The UA Petersen Clinics, operated by the UA Division of Infectious Diseases in conjunction with our clinical partner, the Banner – University Medical Center Tucson hospital, provides comprehensive care for HIV/AIDS patients in southern Arizona. The clinics are named for long-time UA Infectious Diseases Section Chief Eskild A. Petersen, MD, who retired in 2008. With the support of the federal Ryan White HIV/AIDS Program, all eligible HIV-positive patients can receive primary care at reduced or no cost. In 2015, the University HealthSystem Consortium rated HIV care provided at the clinic as third best in the nation.
Internationally known for its research into the causes and modes of development of emphysema, chronic bronchitis and asthma, the UA Asthma & Airway Disease Reserch Center (formerly the Arizona Respiratory Center) brings together experts in immunology, pathology, radiology, internal medicine, pediatrics, pharmacology, computer science and many other disciplines to attack respiratory disease in children and adults. The first "Center of Excellence" designated at the UA College of Medicine, it began as the Arizona Respiratory Sciences Center in 1971. More recently, it was recognized by U.S. News & World Report as one of the top institutions for respiratory care among hospitals nationwide.
The UA Sarver Heart Center is dedicated to the prevention and cure of heart and vascular disease through the three academic pillars—research, education and patient care.
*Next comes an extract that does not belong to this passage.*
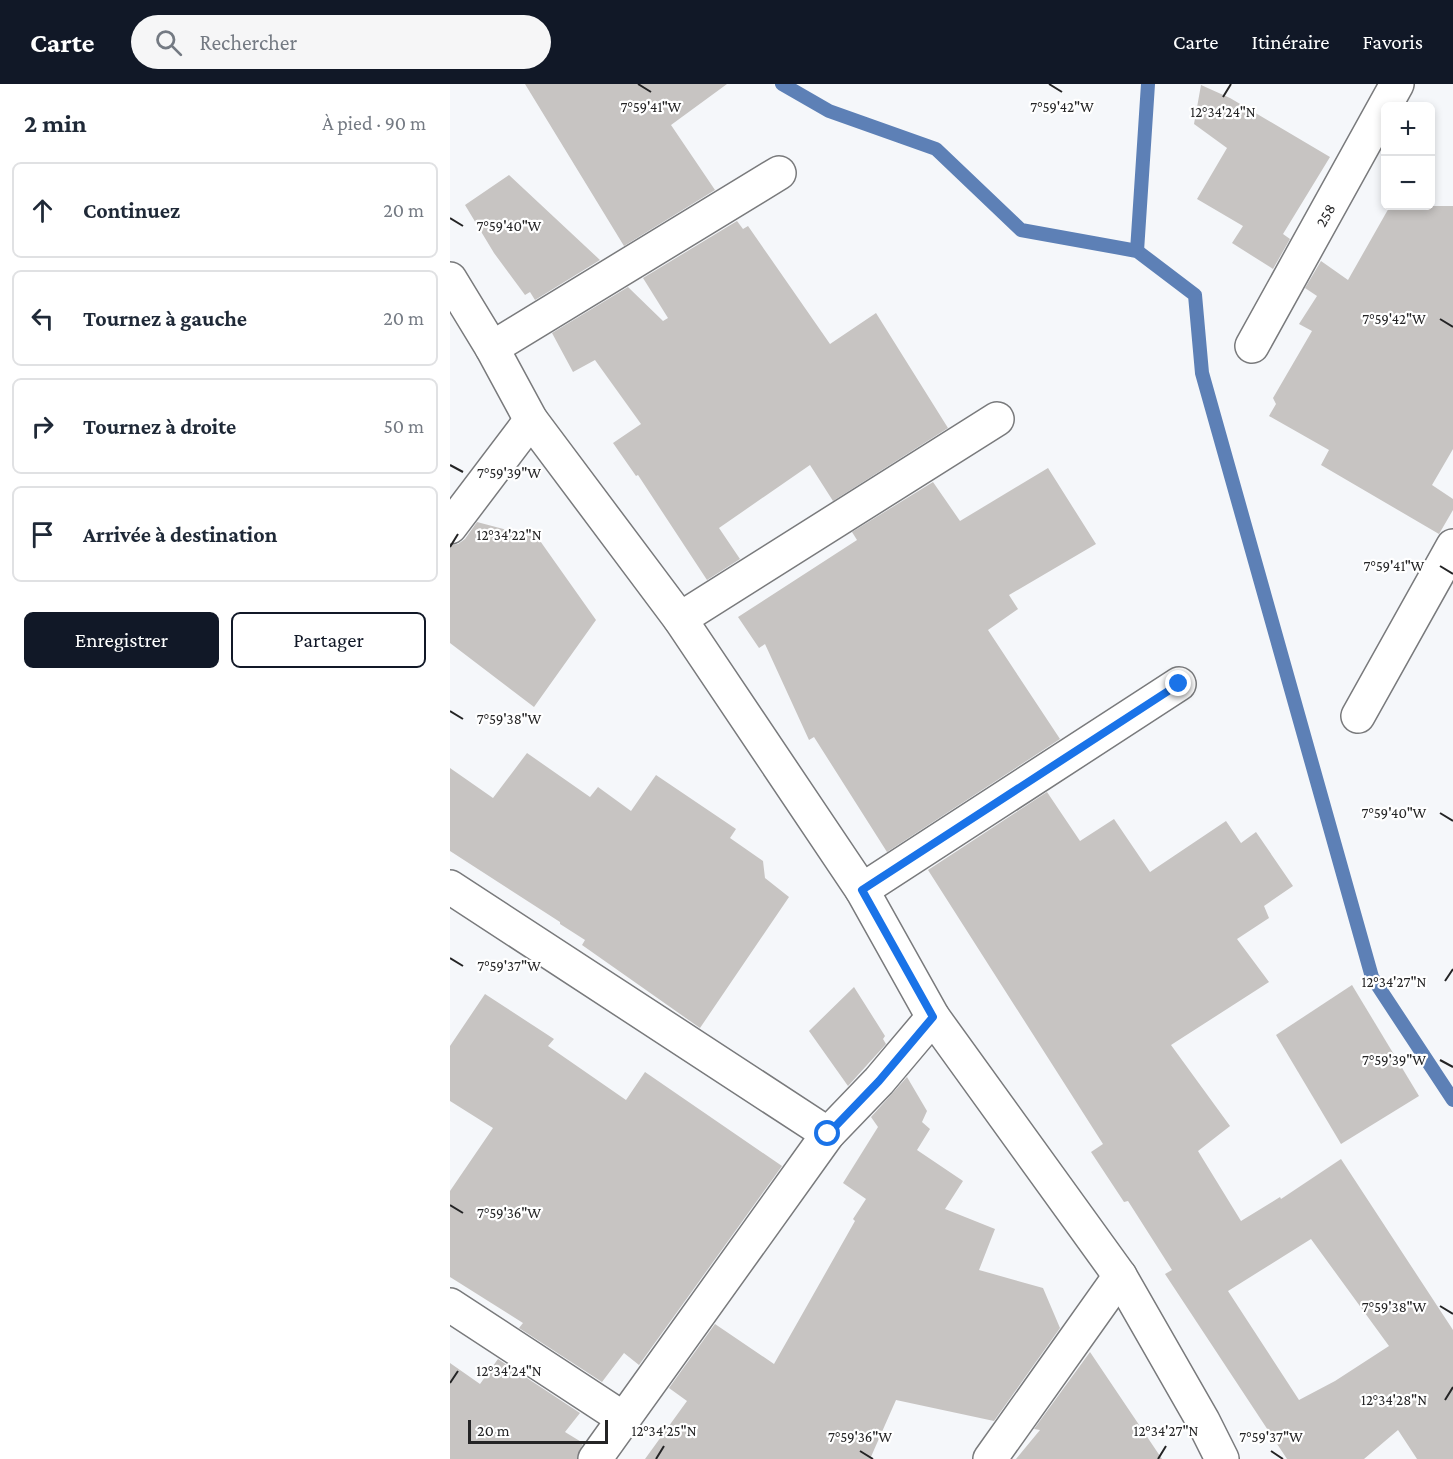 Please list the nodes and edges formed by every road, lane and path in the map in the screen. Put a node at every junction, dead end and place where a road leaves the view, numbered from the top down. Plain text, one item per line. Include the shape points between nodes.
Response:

Its members not only conduct 90 percent of the heart and vascular research in Arizona, they also are a major resource for cardiovascular education. Each year, the Center’s cardiovascular physicians and surgeons perform more than 2,500 procedures. The cardiothoracic transplantation program has one of the highest survival rates in the world for heart transplants and was the first program approved by the U.S. Food and Drug Administration to implant artificial hearts as a bridge-to-transplant.
The UA Valley Fever Center for Excellence was established in 1996 to address the health repercussions of the fungus Coccidioides, the cause of coccidioidomycosis—Valley Fever. Two-thirds of all U.S. infections occur in Arizona, mostly in urban areas surrounding Phoenix and Tucson. The Center’s mission is to mobilize resources for the eradication of Valley Fever through: 1) the development of public awareness and education about Valley Fever, 2) the promotion of high quality care for patients with Valley Fever, and 3) the pursuit and encouragement of research into all aspects of Coccidioides sp. and the diseases that it causes.